Non daba crédito a sus palabras. –Mas vos, padre, non cometéis errores.
Os veo tallar la piedra… a veces casi, ¡sin mirarla! Vuestras manos esculpen
solas, sin errores –respondí incrédulo aún.
-Ja, ja, ja, ¡sin errores! Ja, ja, ¡sin errores ante a tus ojos de
aprendiz! hijo, desde luego que los cometo, e los cometeré hasta el día en que
muera, de hecho, ese, ese, será mi último error. Ja, ja, ja, ja… –E rióse de su
propia muerte como quien ríe de tontuna ajena. E siguió así luengo rato, a
carcajada sincera e limpia cual si pronunciar de aquesta guisa, tan triste e
postrimero momento, fuere la más jocosa de las chanzas –…ja, ja, ja, mi último
error, ja, ja ja, el último, el último ja, ja, ja –finalmente la risa fue
remitiendo e volvió a la razonable parla–, ja, ja, ay, ja, ja, ja ay… ay… e
tampoco olvides aquesto, hijo, pues es algo que siempre has hacer; sonreír, hay
que sonreír, reír, reírte de ti mesmo, sin perderte respeto. De modo que non,
Didacus hijo mío, non tengas miedo alguno a equivocarte. Ten miedo a lo que
hagas, non a lo que non hagas. ¿Entendido?
-Entendido padre.
Él me sonrió de nuevo, e con su diestra abierta me señaló la piedra otra
vez. –Adelante pues. ¡Golpea!
E yo golpeé. Al sonido metálico siguió el vuelo de la esquirla de piedra,
limpia, e sin yerros, et a aquel golpe siguieron çientos, et a los çientos miles,
millones quizá a lo largo de una vida, et a lo largo della, traté de enseñar a
mis hijos cual mi padre conmigo fizo. Traté de cincelar sus corazones para que
fueren buenos escultores, e mexores aún personas.
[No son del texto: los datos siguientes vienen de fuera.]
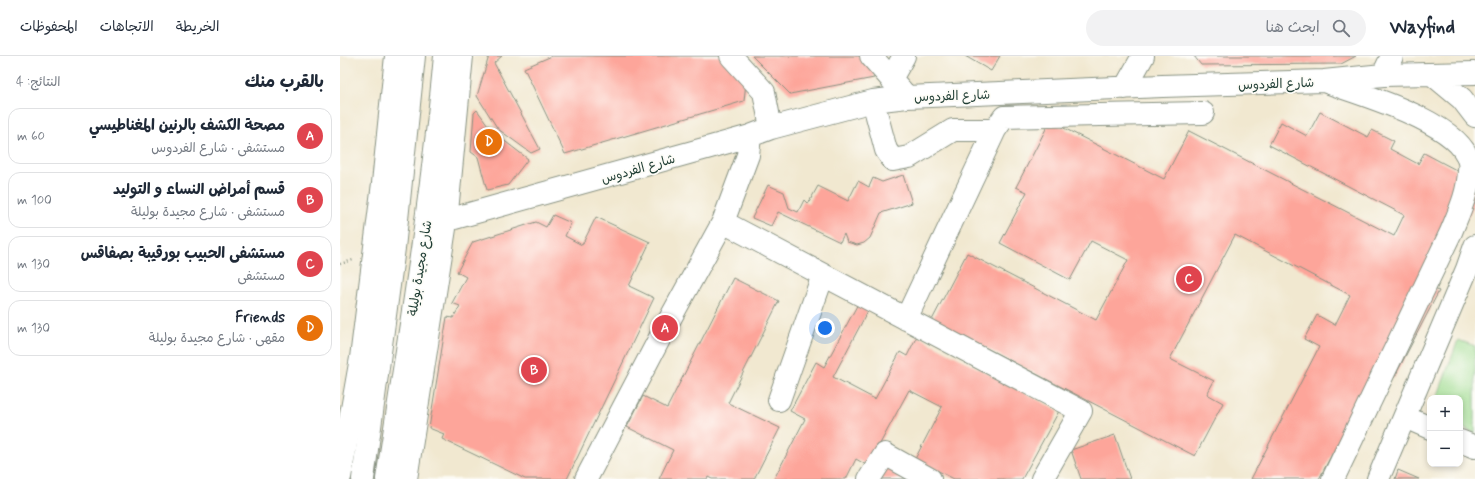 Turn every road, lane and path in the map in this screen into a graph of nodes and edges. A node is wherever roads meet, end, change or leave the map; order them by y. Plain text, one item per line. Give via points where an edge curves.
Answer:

Nosotros, los maestros canteros e los maestros escultores construimos
las moradas de Dios por toda la tierra, de algo muerto e sin existencia como es
la piedra, ficimos nacer el movimiento, la expresión, la vida. Acá leones et
aves, allá grifos et esfinges, acá sirenas e dragones, allá basiliscos et
animales, allá guerreros et acróbatas. Hora escenas de la vida de Nuestro
Señor, hora de las vidas de obispos e reyes. Dimos vida a lo inerte, animamos
lo inanimado para que hoy, siglos después cuando alguien sigue mirando un
capitel, un canecillo, un sillar con nuestras marcas de cantero, siga
recibiendo un mensaje, el mensaje de la piedra, nuestro mensaje. Nuestro
legado.
Tras esta lectura hablamos un poquillo sobre los canteros medievales y sus obras, hablamos también sobre la pintura... cualquier hombre medieval que viera ahora sus iglesias con sus muros desnudos se espantaría. Lo que ellos verían sería algo parecido a esta proyección con laser en Santa María la Grande de Poitiers
A continuación os dejo aquí el fragmento que leí de EL HIJO DEL HERRADOR, que ahonda, además del trabajo de los canteros, en el de la posterior pintura de su obra:
El primer día no
habíamos reparado en ella cuando la cruzamos para salir de la catedral. Tampoco
el ulterior día, cuando entramos para
celebrar la noche de Dios en la misa del gallo, pues se hallaba oculta en la
oscuridad. Mas en aquesta mañana, de la
Natividad de Nuestro Señor del año de gracia de mil ciento y noventa y ocho,
nuestros incrédulos ojos daban fe de lo que las manos de hombres prodigiosos,
sabiamente guiadas, son capaces de labrar. Habíamos decidido ir a rezar ante la
tumba del Apóstol y asistir a la misa de Navidad antes de adquirir el ave. Caía
una suave lluvia y hablábamos animadamente, cuando a más de cien pasos
contemplamos su colorido. Se veía claramente por encima de las techumbres de
los chamizos, do los obradores que aun trabajan en la catedral, habían moradas
y talleres. Recorrimos el laberinto de aquellas embarradas calles, subimos las
escaleras que conducían a la puerta occidental de la catedral y cuando ante
ella estuvimos y nuestras miradas alzamos, nuestras bocas se abrieron mostrando
nuestro pasmo, empequeñecidos por el fruto de los maestros que la alumbraron.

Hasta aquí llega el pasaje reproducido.